▸ **What you should do**:
In the material below, which lines hold the word "Grünaustraße"? Pick each one out.

▸ **Material for the task**:

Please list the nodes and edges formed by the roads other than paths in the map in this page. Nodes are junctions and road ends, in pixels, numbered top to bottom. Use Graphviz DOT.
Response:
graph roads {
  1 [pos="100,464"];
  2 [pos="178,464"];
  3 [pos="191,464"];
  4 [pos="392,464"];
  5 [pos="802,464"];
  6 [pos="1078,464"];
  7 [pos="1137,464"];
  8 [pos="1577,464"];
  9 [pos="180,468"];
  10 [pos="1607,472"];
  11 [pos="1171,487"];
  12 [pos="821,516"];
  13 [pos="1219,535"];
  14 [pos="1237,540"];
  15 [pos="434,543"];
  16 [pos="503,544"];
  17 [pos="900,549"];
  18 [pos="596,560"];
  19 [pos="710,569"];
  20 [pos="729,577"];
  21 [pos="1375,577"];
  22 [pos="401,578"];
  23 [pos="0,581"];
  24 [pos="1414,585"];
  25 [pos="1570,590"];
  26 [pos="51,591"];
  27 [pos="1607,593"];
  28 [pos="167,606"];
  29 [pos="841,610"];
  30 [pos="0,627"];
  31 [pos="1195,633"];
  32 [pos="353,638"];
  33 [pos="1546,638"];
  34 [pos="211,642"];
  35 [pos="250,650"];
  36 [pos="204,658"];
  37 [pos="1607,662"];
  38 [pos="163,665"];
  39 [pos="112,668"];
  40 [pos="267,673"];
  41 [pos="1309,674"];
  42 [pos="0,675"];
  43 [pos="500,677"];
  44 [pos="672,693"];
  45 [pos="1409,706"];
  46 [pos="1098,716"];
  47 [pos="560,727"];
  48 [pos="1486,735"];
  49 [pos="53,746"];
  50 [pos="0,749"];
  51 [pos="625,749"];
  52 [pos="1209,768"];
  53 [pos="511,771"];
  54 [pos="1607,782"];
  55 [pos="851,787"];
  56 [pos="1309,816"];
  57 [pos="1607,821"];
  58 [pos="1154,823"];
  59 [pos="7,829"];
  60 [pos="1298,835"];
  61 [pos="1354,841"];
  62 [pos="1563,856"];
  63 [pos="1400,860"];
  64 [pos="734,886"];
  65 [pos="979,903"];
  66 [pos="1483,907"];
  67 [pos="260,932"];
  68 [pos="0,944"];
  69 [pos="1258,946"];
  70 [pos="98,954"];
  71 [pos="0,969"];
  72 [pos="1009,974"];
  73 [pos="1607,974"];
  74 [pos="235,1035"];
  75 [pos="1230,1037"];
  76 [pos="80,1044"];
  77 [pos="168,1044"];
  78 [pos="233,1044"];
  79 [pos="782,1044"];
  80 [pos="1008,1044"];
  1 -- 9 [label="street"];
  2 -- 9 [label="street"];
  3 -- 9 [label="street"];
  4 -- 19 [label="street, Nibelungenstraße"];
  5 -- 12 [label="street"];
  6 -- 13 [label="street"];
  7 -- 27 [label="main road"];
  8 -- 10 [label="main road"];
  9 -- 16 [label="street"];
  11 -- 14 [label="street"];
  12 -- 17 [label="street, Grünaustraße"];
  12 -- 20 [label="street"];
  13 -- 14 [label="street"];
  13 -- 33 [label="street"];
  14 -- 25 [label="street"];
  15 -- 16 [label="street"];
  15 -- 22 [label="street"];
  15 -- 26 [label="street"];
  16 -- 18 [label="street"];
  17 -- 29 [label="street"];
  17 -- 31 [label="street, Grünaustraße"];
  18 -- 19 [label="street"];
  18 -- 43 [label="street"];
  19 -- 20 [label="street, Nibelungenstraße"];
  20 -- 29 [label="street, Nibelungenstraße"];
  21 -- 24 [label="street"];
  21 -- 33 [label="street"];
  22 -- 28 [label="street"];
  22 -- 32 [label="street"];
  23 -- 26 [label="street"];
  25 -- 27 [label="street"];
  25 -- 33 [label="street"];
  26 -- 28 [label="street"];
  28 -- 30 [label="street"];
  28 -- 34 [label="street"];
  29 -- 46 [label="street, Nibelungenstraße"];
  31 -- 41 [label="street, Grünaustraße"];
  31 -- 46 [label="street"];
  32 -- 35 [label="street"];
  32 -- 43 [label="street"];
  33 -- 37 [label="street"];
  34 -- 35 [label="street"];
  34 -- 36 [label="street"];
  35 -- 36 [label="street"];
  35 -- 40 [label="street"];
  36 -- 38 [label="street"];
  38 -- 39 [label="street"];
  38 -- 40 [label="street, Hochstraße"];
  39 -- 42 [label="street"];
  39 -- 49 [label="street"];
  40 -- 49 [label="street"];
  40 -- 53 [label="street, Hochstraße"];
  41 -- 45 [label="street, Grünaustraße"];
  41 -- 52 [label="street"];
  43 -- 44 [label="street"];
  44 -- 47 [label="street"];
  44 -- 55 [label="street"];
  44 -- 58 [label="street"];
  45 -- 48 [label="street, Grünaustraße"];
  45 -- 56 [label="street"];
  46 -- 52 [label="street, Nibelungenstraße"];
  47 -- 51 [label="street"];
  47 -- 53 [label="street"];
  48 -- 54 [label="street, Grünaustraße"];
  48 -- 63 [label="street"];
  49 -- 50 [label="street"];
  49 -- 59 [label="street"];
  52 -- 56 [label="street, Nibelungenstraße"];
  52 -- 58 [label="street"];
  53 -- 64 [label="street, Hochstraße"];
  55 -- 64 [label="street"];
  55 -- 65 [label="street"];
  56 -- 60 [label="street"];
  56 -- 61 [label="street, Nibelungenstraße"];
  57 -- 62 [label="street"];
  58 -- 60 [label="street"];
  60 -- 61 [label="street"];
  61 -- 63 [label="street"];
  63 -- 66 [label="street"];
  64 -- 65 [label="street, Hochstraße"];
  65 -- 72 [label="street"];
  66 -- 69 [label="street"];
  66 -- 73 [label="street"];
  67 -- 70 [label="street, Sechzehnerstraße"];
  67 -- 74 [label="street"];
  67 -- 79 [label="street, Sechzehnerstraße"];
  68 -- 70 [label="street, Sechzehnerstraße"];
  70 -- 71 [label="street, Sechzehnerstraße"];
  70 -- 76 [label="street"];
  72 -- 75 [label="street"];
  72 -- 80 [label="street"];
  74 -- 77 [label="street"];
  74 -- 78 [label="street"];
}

▸ **Problem solution**:
  12 -- 17 [label="street, Grünaustraße"];
  17 -- 31 [label="street, Grünaustraße"];
  31 -- 41 [label="street, Grünaustraße"];
  41 -- 45 [label="street, Grünaustraße"];
  45 -- 48 [label="street, Grünaustraße"];
  48 -- 54 [label="street, Grünaustraße"];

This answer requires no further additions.